Living in Refuge is a unique dense socio-historical portrait of two Palestinian refugee
camps in Lebanon for which there is almost no recorded literature and that have changed
greatly, especially after 2011 and the influx of Syrian refugees. It is primarily based on the
authors ethnographic fieldwork in Lebanon carried out in situ for 24 months between 2006
and 2010, and secondarily on fieldwork carried out among Palestinian refugees from 2010 to
2019 in Lebanon, Brazil, Denmark and Austria.

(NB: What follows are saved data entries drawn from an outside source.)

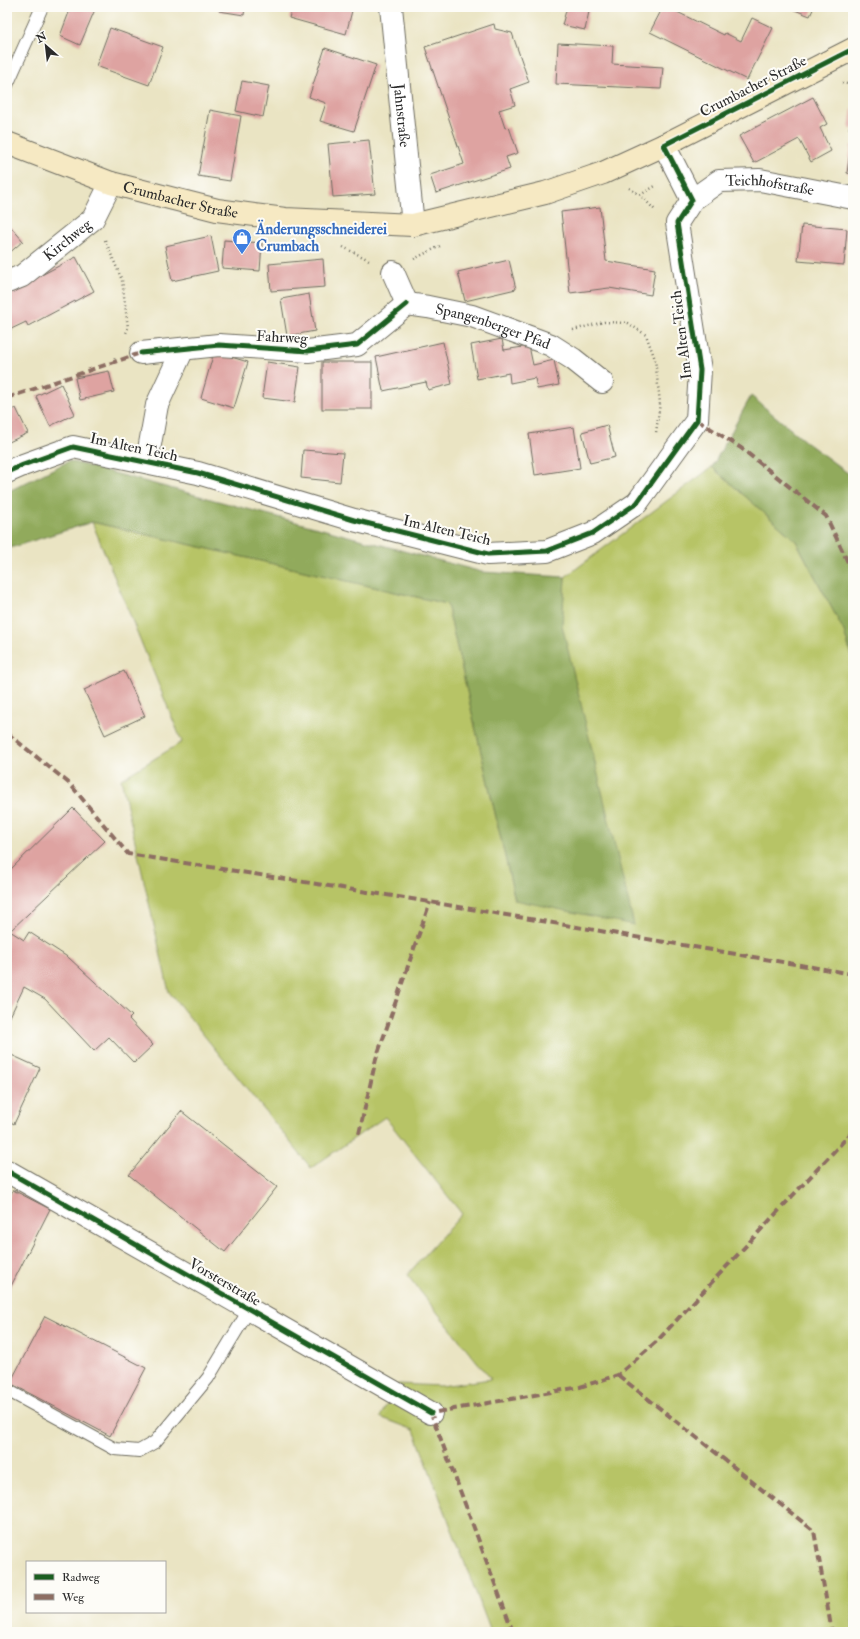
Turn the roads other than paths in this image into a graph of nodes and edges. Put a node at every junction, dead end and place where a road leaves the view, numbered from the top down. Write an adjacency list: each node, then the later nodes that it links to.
1 (42, 7): 4 (lane)
2 (391, 7): 10 (street, Jahnstraße)
3 (853, 49): 6 (main road, Crumbacher Straße)
4 (7, 85)
5 (7, 143): 7 (main road, Crumbacher Straße)
6 (664, 145): 9 (street); 10 (main road, Crumbacher Straße)
7 (111, 183): 10 (main road, Crumbacher Straße); 12 (street, Kirchweg)
8 (853, 198): 9 (street, Teichhofstraße)
9 (692, 200): 17 (street, Im Alten Teich)
10 (413, 225)
11 (393, 272): 13 (street)
12 (7, 282)
13 (407, 304): 14 (street, Fahrweg); 16 (street, Spangenberger Pfad)
14 (183, 349): 15 (street, Fahrweg); 17 (street)
15 (140, 353)
16 (602, 382)
17 (147, 462): 18 (street, Im Alten Teich)
18 (7, 472)
19 (7, 1171): 20 (street, Vorsterstraße)
20 (250, 1310): 21 (lane); 22 (street, Vorsterstraße)
21 (7, 1390)
22 (431, 1413)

The book compares two contrasting patterns of social belonging in one Muslim
Palestinian camp, Al-Jalil, and what, before 2011, was the last Christian Palestinian refugee
camp in the world, Dbayeh. Through its unique approach to social belonging processes based
on the ritualized rhythm of daily life, it presents and analyses complex discourses, practices,
experiences and emotions of life in exile, avoiding simplistic explanations solely based on
dogmatic understandings of religion and nationhood.
In Al-Jalil, social life was symbolically militarized, largely revolved around Palestinian
political parties and social movements, and was characterized by overt ritualization of
quotidian life. Dbayeh was symbolically demilitarized, and ritualization was much less
prevalent. Processes of belonging in Dbayeh also mingled both Palestinian and Lebanese
elements. The common sense tends to attribute the camps differences mostly to religion.
However, this study shows how moral self-cultivation, piety and religiosity, nationhood,
refugeeness and politics are all embedded in each other and frame much of the camps daily
life.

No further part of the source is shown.